Thursday 13 January 2011

The perils of pools.

Pool training - in a much bigger pool than we use!
We're now well into the pool training season.  For us, up here in north-east Scotland, it will last until late March-early April, depending on the weather.  That's a lot of time to spend in chlorine! 

I'm currently doing my BSAC Sports Diver training, so on Monday we were learning the correct "pistol grip" for towing and giving rescue breaths. Not too much of a problem, though I kept forgetting that I should keep my ring finger and pinkie bent under the "casualty's" chin; also, because it wasn't a real emergency, everything was done in slow motion.  It wouldn't feel like that in real life!  And I'm sure giving rescue breaths in choppy conditions is much harder.

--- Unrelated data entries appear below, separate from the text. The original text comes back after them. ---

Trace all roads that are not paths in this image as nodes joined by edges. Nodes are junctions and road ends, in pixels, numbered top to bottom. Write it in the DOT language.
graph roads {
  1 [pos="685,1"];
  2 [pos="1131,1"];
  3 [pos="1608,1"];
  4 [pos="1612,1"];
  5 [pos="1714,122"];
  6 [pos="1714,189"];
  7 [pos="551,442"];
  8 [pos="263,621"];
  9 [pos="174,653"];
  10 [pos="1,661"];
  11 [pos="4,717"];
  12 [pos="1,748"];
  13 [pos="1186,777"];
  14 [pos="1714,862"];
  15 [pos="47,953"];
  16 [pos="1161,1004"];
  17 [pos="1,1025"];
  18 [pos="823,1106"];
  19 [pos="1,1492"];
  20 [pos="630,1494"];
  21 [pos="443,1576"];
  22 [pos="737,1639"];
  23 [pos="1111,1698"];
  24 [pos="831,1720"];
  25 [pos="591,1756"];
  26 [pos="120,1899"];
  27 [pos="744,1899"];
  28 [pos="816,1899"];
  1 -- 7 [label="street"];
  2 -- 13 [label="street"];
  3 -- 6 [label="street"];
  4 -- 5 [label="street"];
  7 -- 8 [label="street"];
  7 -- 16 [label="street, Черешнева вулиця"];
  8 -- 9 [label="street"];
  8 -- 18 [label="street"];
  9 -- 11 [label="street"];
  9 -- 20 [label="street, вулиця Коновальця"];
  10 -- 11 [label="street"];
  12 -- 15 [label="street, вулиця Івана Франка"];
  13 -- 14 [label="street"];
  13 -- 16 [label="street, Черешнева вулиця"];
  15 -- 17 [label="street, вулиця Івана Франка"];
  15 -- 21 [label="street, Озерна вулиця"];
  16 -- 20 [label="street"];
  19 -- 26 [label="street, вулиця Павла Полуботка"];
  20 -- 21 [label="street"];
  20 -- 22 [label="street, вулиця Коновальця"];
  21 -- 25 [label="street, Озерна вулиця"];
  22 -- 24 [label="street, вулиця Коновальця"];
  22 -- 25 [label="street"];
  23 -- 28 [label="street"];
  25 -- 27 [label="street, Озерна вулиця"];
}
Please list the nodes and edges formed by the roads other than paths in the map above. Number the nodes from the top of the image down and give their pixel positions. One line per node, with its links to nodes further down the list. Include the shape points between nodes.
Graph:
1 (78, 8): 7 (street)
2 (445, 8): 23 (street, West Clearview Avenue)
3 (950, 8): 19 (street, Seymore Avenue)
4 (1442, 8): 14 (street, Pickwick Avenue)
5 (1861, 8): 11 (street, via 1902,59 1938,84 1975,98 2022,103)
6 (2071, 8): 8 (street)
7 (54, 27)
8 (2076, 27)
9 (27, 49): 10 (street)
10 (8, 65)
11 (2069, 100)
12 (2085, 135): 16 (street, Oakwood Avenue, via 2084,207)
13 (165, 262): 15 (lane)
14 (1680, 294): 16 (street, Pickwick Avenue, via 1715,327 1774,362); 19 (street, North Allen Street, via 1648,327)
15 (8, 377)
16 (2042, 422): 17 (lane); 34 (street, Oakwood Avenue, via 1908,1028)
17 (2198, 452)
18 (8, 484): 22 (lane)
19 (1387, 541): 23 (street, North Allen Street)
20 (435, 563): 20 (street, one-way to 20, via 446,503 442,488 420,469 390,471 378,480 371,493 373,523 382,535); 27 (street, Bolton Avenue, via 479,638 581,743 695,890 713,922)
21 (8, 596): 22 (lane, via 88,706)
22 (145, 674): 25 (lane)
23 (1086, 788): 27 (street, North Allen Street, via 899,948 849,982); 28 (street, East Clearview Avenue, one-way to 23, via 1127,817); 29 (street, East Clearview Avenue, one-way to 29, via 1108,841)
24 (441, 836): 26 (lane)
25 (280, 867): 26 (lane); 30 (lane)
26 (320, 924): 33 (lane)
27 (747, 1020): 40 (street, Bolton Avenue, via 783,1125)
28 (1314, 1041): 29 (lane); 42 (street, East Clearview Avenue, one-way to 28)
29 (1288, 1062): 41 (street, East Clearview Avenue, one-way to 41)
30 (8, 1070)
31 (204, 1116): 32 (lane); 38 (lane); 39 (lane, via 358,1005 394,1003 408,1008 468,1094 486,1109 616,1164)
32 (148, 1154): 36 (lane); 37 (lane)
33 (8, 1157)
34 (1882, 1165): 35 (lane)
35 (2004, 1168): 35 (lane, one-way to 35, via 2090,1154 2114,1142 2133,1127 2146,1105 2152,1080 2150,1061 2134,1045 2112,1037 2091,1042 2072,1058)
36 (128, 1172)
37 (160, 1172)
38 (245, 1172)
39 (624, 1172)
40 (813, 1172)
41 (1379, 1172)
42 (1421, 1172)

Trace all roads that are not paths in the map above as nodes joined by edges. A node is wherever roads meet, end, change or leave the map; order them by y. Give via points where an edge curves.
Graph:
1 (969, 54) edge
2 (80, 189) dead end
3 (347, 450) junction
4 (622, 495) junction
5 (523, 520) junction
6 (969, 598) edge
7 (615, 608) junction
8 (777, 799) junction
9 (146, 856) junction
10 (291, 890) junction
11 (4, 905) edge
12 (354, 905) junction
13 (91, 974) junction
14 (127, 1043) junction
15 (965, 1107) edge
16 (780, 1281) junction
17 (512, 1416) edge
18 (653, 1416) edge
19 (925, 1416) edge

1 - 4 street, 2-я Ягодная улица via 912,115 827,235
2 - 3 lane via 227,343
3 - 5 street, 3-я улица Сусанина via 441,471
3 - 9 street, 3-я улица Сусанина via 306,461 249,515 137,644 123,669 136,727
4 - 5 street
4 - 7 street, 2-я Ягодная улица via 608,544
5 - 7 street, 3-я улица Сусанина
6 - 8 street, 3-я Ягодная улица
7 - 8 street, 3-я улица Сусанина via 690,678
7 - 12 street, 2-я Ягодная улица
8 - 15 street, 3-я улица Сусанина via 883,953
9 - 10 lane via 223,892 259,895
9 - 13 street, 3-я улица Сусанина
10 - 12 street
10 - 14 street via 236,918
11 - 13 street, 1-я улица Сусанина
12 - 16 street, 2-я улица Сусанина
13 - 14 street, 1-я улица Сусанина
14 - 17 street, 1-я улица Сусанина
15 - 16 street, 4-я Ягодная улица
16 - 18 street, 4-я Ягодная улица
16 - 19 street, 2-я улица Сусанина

Now there are two things you need to know for the rest of the story to make sense.  Firstly, there's a problem with the lift at the pool (it's only designed to carry wheelchair users, not the combined kit of the whole club), so we have to carry all our kit up to the first floor to start with, then down several steps to the pool-side, and then reverse the process after training.  It certainly improves our fitness...  And secondly, because my fins are big enough for my dry-suit boots, I wear wet-suit boots at the pool. They have quite grippy soles that should stop me slipping on the steps and the wet tiles around the pool.
So after the class I hefted my BC and cylinder up the steps to the top of the main stairs and headed back down for my fin-bag.  Whoosh!  My boots slipped on wet tiling and I did the last three steps on my bum and left elbow.  Not very comfortable.  I now have a black bruise on my left buttock as though someone's ridden a muddy mountain-bike across it and another, slightly less dramatic but equally painful, just below my left elbow.

And we do winter training in the pool because it's safer than the open sea.  Ironic, no?